A view from Jeremy Lee

Jeremy Lee: Can new breed of TV sales chiefs prove doubters wrong?

The too-cool-for-school shorts and beach sandals-wearing Jonathan Allan is generally acknowledged as being a good cultural fit for Channel 4 as it seeks to reconnect with its edgy, youthful roots. But, listening to naysayers in the TV industry, that's about all he is.

While people are slowly getting used to appointments coming from the left-field, his hiring as sales director still caused jaws to drop among media agencies, quickly followed by a brisk rubbing of hands as they - and some of Channel 4's commercial rivals - contemplated how they can expect to get one over on him in the negotiation round.

Whether it likes it or not, Channel 4 is more dependent on the spot market than any of its rivals (it has no production division and it owns no content), so getting in the right person to maximise this was crucial.

And given that Channel 4 has lost its ratings bankers Big Brother, Glee and Friends, it is likely to be a particularly tough trading period if, as expected, audiences start to go backwards. The appointment of Allan from OMD, then, seems a particularly bold move by David Abraham - a fact made even more pronounced given how many other "proper" airtime traders there are in the job market.

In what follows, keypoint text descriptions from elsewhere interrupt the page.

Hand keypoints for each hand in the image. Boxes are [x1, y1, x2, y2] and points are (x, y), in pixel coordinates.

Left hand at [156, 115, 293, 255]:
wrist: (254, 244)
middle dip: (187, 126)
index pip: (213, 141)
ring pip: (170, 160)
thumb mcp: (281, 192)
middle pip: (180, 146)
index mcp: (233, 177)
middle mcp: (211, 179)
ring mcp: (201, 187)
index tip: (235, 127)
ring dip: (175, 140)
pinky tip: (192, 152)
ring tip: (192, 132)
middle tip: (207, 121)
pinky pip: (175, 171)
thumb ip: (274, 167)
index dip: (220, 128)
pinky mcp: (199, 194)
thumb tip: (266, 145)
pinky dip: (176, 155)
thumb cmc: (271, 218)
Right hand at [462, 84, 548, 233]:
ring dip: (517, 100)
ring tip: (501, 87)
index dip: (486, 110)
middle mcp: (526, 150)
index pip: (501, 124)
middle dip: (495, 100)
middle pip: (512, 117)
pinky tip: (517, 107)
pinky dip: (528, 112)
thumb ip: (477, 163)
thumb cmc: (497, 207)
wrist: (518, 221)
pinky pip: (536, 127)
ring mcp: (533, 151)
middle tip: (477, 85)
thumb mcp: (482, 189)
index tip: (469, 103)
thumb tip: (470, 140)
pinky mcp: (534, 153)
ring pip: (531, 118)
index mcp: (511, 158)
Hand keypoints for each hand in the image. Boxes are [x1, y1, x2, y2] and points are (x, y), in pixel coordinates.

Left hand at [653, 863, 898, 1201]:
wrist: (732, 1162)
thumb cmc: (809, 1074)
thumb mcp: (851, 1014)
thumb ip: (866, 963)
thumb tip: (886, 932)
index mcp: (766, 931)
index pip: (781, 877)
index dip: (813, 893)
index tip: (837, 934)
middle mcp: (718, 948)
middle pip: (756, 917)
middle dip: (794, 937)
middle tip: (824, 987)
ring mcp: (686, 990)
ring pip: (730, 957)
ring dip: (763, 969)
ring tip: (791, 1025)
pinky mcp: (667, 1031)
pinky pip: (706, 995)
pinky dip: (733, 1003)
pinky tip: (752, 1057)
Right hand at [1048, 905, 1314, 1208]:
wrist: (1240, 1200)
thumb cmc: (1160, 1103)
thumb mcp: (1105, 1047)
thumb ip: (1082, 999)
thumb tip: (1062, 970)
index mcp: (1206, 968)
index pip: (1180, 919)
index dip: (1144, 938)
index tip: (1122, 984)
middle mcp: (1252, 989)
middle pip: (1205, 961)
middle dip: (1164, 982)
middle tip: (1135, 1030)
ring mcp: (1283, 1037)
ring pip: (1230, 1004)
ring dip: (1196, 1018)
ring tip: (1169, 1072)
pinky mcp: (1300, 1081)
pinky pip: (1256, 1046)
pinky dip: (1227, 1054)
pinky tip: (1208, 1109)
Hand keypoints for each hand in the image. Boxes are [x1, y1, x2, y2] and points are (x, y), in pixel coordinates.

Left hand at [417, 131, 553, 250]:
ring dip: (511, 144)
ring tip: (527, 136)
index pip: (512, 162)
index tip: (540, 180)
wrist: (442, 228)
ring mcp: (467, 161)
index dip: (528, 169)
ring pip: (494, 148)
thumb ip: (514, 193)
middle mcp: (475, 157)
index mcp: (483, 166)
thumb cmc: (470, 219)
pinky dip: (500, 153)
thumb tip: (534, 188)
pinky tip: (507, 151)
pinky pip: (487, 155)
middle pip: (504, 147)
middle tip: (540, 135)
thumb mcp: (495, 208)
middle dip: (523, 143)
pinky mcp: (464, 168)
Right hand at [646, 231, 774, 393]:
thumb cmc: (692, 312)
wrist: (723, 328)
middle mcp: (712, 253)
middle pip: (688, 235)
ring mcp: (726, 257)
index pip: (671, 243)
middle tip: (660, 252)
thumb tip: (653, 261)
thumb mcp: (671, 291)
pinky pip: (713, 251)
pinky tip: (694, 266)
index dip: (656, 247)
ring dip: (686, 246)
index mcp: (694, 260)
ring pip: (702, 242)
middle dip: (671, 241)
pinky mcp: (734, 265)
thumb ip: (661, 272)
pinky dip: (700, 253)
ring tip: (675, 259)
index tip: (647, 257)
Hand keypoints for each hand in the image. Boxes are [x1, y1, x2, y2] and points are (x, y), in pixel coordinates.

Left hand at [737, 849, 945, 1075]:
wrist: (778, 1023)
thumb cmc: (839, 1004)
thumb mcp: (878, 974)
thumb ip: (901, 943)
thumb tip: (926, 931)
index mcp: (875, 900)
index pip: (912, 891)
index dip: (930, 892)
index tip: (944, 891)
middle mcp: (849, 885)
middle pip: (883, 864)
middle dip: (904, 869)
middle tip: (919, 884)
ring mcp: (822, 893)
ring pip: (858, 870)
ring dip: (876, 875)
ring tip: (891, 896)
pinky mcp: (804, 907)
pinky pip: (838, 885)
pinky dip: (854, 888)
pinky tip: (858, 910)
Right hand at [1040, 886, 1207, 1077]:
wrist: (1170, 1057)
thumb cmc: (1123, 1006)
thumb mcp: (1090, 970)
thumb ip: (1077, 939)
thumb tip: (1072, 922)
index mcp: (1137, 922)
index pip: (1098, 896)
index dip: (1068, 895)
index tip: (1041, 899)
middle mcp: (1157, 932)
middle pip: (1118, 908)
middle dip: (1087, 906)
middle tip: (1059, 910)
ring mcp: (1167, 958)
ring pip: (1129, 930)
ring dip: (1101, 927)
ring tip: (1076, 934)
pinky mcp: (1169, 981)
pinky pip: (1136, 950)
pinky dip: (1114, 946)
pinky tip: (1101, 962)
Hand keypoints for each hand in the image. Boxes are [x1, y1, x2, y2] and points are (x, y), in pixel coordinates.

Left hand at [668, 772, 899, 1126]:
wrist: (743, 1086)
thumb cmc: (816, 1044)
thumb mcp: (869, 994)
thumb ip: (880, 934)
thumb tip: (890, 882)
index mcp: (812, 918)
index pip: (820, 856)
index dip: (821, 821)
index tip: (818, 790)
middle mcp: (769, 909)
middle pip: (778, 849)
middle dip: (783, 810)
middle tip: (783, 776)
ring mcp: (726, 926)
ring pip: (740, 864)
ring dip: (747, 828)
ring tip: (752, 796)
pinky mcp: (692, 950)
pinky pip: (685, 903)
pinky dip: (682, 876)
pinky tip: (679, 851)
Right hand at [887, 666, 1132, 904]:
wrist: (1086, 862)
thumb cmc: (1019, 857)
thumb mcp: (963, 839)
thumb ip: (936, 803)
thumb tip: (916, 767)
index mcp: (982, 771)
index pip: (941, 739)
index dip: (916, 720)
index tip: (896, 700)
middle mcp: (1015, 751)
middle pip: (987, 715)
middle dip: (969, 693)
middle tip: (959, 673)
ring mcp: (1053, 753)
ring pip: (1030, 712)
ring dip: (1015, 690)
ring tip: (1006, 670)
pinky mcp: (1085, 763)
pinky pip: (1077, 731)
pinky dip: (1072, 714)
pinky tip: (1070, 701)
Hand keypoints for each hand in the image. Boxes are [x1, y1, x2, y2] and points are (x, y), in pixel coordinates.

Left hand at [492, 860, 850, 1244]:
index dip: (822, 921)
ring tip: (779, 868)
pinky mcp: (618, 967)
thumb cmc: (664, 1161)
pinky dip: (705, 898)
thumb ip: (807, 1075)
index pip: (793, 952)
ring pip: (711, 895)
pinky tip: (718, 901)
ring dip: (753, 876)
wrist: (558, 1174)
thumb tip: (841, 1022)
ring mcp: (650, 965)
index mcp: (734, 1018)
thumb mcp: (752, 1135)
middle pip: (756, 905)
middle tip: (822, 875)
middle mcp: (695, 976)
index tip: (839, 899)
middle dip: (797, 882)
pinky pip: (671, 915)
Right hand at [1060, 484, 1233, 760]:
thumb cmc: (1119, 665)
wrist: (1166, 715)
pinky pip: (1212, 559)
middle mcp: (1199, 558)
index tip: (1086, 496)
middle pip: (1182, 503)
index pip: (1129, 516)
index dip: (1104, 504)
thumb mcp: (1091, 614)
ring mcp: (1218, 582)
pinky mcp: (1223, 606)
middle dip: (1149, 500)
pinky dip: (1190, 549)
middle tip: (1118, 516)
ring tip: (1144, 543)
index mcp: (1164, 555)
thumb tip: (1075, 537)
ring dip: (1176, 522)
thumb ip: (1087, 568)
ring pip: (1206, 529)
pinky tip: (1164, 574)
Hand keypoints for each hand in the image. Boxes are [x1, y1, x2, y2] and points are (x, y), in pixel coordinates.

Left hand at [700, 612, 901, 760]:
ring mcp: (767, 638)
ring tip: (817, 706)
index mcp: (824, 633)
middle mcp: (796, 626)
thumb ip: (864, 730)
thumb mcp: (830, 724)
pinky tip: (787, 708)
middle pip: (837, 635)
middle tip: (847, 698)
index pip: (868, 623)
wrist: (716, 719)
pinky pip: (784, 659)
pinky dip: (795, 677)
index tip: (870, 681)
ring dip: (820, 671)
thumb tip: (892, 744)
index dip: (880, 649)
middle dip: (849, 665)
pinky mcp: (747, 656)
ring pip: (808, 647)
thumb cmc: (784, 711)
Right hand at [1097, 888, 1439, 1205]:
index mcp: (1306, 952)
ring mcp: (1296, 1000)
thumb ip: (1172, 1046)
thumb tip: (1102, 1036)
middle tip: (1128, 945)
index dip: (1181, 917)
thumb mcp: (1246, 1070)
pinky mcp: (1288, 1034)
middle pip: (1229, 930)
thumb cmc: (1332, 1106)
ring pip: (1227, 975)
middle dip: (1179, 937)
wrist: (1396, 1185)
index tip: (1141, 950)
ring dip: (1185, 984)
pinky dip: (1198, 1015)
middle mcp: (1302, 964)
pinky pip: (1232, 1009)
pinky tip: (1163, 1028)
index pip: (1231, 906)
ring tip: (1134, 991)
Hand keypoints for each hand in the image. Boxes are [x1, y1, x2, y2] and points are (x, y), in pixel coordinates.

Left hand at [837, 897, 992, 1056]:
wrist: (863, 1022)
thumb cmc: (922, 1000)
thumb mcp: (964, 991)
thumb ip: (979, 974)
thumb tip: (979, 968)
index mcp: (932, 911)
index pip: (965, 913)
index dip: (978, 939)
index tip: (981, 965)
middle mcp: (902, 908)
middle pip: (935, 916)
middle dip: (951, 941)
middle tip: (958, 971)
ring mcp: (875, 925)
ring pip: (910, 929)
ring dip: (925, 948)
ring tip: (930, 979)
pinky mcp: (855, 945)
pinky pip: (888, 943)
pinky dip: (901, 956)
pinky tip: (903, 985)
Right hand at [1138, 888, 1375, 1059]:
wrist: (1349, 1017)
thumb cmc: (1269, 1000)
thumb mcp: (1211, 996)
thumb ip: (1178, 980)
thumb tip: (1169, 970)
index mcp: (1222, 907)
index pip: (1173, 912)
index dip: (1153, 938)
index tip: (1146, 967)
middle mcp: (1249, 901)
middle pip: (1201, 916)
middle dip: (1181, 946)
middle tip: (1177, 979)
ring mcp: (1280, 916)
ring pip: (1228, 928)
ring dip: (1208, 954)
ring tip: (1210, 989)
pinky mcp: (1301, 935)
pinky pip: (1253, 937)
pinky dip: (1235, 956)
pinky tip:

The critics lined up to say that here is a man who has never sold anything, has been out of the TV buying market for more than a decade and whose only experience of the wider client world are those he dealt with at OMD (interestingly, among these was Channel 4). In short, they've written him off already as a terrible choice.

And yet, and yet ...

his hiring does seem to be another part of the general shift away from the more hardened sales chiefs of old, who pursued negotiation with a blood lust, towards something a little softer and, dare I say, interesting.

Along with Simon Daglish and Kelly Williams at ITV (who at least both have sales backgrounds), Allan represents part of a new generation in commercial television that is more about ideas, partnerships and innovation than sniffing out a weakness and staring out an agency buyer on the opposite side of the table.

They are also more familiar with developments in the digital sphere, which although currently represents just tiny amounts of revenue, may one day grow as content becomes increasingly viewed across multiple platforms in the new connected world. Perhaps.

But I can't help feeling that both ITV and now Channel 4 are expecting this brave new world to arrive sooner than it actually will, and that consensual media trading is a lofty ambition but is just that - an ambition. Whatever - Allan may have to work hard to prove the naysayers wrong.